Grazie Pirata, ci manchi

È una domenica di fine maggio, anche se dal tempo non si direbbe, una domenica di sport. I piloti di Formula 1 gareggiano a Montecarlo, i tennisti si sfidano sulla terra rossa francese, le squadre di serie A si affrontano dando (poco) spettacolo.

Io però, comodo sul mio divano, seguo il Giro d’Italia: quindicesima tappa, la corsa rosa arriva in Trentino e passa per Trento. Siamo alle grandi montagne, quelle che contano davvero. Fabio Aru, che dopo una settimana difficile era riuscito a riconquistare la maglia di leader ai danni di Alberto Contador, è uscito dalla tappa nr. 14 con le ossa rotte, mentre il pistolero madrileno ha messo una seria ipoteca sulla vittoria finale.

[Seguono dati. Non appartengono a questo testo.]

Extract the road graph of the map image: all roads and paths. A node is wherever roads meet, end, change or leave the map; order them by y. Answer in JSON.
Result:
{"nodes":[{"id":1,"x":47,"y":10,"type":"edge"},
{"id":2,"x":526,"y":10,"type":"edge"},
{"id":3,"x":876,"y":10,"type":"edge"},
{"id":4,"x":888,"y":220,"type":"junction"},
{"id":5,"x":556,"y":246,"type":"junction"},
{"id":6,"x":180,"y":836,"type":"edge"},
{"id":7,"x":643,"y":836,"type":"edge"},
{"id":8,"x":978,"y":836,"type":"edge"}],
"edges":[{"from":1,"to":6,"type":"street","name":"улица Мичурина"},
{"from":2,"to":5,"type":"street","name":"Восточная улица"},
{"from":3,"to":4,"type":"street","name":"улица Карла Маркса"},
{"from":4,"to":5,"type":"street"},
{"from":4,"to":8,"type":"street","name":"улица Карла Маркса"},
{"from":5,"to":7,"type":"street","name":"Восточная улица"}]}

Mentre scrivo il gruppo, scollinato a Passo Daone, sta affrontando una discesa molto tecnica e pericolosa, d’altri tempi, prima di cominciare la scalata finale che porta al traguardo, a Madonna di Campiglio. Quando sento quale sarà la meta della tappa odierna, il mio interesse nei confronti dei corridori scema e la mia mente vola a 16 anni fa: Giro d’Italia 1999, stesse strade, stessa salita, ma in lotta per la vittoria non ci sono Contador, Aru e Uran, bensì Ivan Gotti, Paolo Savoldelli e Marco Pantani.

Marco ha conquistato nel ’98 la prestigiosissima accoppiata Giro-Tour, è riuscito a correre un anno intero senza infortuni, è all’apice della sua carriera, più forte che mai. Comincia da favorito il Giro, con l’intenzione di vincerlo per il secondo anno consecutivo. Conquista tre tappe, di cui una meravigliosa, che lo vede trionfare al Santuario di Oropa dopo una rimonta incredibile. La vittoria finale sembra ormai sua.

Alla partenza di Predazzo il Pirata si presenta calmo, sicuro di sé: si sente forte, sa di essere in forma, sa che il destino della corsa dipende solo da lui. Nonostante abbia già la maglia rosa cucita addosso, appena comincia la salita finale che conduce a Campiglio si alza sui pedali: ha deciso che vincerà anche questa tappa, è in un momento di forma straordinario e vuole dimostrarlo ancora una volta. Con uno dei suoi scatti secchi fa il vuoto dietro di sé e si getta all’ inseguimento dei due fuggitivi di giornata, li riprende e li lascia sul posto, nonostante i due provino a stargli in scia. Ora Marco è solo, dopo aver eliminato ogni avversario cannibalizza la strada, rilanciando l’andatura ad ogni tornante. Arriva sul traguardo senza nemmeno esultare, sprintando fino all’ultimo metro, mostrando una fame di vittoria che è solo dei più grandi.

È lo zenit della sua carriera, il momento in cui la sua stella brilla più fulgida. È arrivato talmente in alto che può solo cadere, e così sarà. La mattina dopo, con modalità che lasciano perlomeno qualche dubbio, il campione fragile verrà estromesso dal Giro d’Italia: da lì comincerà la sua parabola discendente, che lo porterà, dopo varie vicissitudini, alla morte.

Ma questo non è il giorno in cui ricordare tristemente la caduta di uno dei più grandi sportivi italiani degli ultimi trent’anni. Oggi è l’occasione per ricordare le grandi imprese di un uomo esile e fragile, che quando saliva sulla sua bicicletta si fondeva con essa, diventando una creatura mitologica inarrestabile, un centauro invincibile. Oggi è l’occasione per riportare alla memoria quell’agile ballerino che danzava sui pedali, facendo sognare una nazione e appassionando migliaia di sportivi in tutto il mondo.

 Oggi è l’occasione per dire “grazie Pirata, ci manchi”.